Street art of an Aboriginal flag

Turnbull Government denies Indigenous people’s freedom of speech over section 18C

The Turnbull Government is silencing the freedom of speech of Aboriginal and Torres Strait Islander people, said Amnesty International, as the organisation made a submission to the Senate Committee inquiry into a Bill to change section 18C of the Racial Discrimination Act.

In an affront to Aboriginal and Torres Strait Islander people, no Indigenous representatives or organisations were allowed to speak at the last minute hearing into the controversial Human Rights Legislation Amendment Bill 2017 on Friday. Despite the Aboriginal Legal Service being present, the ALS was literally silenced from speaking about a Bill that would lead to more racism being directed towards the community it advocates for.

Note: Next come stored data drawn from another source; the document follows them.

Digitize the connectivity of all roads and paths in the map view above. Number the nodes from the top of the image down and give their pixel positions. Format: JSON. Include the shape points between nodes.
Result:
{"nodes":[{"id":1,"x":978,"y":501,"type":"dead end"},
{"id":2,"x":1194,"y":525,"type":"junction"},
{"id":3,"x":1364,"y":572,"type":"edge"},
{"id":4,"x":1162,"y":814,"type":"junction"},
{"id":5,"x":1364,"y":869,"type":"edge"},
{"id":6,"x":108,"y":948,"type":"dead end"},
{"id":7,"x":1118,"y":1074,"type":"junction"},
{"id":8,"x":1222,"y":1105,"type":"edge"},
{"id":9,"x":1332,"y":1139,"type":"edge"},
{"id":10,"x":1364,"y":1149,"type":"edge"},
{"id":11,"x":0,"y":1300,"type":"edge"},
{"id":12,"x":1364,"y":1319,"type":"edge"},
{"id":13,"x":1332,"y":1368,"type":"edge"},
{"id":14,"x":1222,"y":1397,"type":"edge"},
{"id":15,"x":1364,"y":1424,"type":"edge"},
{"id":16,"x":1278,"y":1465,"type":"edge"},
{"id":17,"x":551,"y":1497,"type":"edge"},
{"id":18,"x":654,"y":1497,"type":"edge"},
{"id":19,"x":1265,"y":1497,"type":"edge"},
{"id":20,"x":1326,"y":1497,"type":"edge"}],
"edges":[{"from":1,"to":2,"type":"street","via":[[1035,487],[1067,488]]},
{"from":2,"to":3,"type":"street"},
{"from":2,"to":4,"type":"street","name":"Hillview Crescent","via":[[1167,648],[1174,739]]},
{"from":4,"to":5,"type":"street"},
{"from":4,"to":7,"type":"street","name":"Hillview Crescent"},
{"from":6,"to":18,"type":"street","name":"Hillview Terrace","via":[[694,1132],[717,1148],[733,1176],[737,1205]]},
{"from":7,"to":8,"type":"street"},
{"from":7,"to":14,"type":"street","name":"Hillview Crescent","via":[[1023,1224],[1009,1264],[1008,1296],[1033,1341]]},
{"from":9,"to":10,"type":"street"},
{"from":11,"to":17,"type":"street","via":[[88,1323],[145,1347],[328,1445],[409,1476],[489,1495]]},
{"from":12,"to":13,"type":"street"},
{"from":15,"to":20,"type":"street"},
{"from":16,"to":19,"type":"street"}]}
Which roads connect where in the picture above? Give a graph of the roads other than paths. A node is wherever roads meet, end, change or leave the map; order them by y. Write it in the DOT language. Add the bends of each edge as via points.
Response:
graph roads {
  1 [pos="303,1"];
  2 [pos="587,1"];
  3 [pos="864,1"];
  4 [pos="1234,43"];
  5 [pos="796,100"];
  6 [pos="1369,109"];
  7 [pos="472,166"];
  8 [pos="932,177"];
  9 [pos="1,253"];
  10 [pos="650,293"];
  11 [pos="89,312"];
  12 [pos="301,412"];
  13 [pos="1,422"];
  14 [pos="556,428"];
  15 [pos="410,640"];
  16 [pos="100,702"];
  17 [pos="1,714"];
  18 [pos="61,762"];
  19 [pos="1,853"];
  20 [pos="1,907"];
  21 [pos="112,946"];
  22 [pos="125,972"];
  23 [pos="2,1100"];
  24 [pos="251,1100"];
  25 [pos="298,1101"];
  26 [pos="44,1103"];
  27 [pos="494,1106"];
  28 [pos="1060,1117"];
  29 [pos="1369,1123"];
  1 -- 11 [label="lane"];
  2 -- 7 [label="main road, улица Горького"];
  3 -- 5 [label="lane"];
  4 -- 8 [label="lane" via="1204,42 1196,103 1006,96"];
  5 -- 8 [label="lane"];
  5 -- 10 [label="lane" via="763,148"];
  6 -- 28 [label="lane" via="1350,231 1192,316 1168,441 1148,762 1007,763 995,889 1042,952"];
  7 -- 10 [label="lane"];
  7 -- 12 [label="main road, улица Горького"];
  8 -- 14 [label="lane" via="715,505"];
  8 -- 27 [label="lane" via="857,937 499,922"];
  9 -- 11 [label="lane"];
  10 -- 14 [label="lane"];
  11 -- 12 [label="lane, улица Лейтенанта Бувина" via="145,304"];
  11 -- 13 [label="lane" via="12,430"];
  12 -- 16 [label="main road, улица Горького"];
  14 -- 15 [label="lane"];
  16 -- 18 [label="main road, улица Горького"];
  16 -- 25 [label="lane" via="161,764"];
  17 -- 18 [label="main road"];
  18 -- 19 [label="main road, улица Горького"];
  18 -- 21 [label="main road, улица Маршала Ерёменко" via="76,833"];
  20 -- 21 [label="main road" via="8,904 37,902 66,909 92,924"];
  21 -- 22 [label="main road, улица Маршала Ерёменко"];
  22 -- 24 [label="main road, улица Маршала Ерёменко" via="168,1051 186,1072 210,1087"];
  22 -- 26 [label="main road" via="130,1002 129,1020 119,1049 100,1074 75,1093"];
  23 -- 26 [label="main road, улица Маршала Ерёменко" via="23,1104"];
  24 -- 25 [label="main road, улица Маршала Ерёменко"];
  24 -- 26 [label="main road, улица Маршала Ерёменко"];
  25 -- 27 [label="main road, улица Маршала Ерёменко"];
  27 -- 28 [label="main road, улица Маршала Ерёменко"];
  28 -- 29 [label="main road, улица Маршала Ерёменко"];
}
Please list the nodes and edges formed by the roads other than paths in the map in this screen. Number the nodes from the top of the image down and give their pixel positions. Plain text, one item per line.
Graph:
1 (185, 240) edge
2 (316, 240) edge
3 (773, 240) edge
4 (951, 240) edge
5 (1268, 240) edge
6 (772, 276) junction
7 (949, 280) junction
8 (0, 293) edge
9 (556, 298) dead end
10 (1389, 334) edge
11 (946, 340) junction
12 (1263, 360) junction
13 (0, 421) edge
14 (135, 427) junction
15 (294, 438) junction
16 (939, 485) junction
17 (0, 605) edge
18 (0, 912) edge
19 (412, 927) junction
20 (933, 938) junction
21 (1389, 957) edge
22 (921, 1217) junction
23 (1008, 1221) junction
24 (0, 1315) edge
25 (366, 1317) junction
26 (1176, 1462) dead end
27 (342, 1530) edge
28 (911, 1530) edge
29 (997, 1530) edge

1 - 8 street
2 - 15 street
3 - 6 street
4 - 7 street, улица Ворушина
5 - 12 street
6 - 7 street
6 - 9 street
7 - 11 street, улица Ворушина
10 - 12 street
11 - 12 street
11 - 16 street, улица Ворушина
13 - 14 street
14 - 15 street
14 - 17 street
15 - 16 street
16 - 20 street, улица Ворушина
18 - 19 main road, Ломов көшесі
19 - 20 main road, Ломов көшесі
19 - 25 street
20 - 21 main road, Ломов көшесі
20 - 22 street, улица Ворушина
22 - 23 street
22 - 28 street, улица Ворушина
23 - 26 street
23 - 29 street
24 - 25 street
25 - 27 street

The Turnbull Government has also showed unusual haste in rushing through the Bill’s committee process, allowing a mere three days for the Australian people and civil society to make written submissions. While the Government has given no explanation for this haste, the effect has been to exclude some Aboriginal and Torres Strait Islander organisations from being able to comment on a Bill that, if passed, would greatly impact upon their communities.

Voices silenced

“At the beginning of his term, Prime Minister Malcolm Turnbull called on the Government to do things with Aboriginal people and not to them. Yet now we’re seeing Aboriginal and Torres Strait Islander voices silenced when they try to speak out against laws that would bring more racism onto their communities,” said Roxanne Moore, Indigenous Rights Campaigner at Amnesty International Australia.

“Prime Minister Turnbull must listen to those who would most suffer from any changes to the Racial Discrimination Act. The changes before parliament would give a green light to racism, which is devastating for people’s mental health, for participation in education and employment, and for their physical safety. It is vital that Aboriginal and Torres Strait Islander people are part of this conversation,” said Roxanne Moore.

No changes recommended

Amnesty International’s submission noted that the bipartisan Freedom of Speech Inquiry, which received thousands of submissions, did not recommend any changes to sections 18C and 18D.

Amnesty International opposes the proposed amendments to section 18C of the Racial Discrimination Act, which removes the words “offend, insult, humiliate” and substitutes them with “harass.”

The proposed new standard of “reasonableness” is also of concern, as it states that a reasonable person is a member of the general Australian community, rather than a member of the group experiencing racism. These changes will weaken the current legal protections which exist against racial vilification in Australia.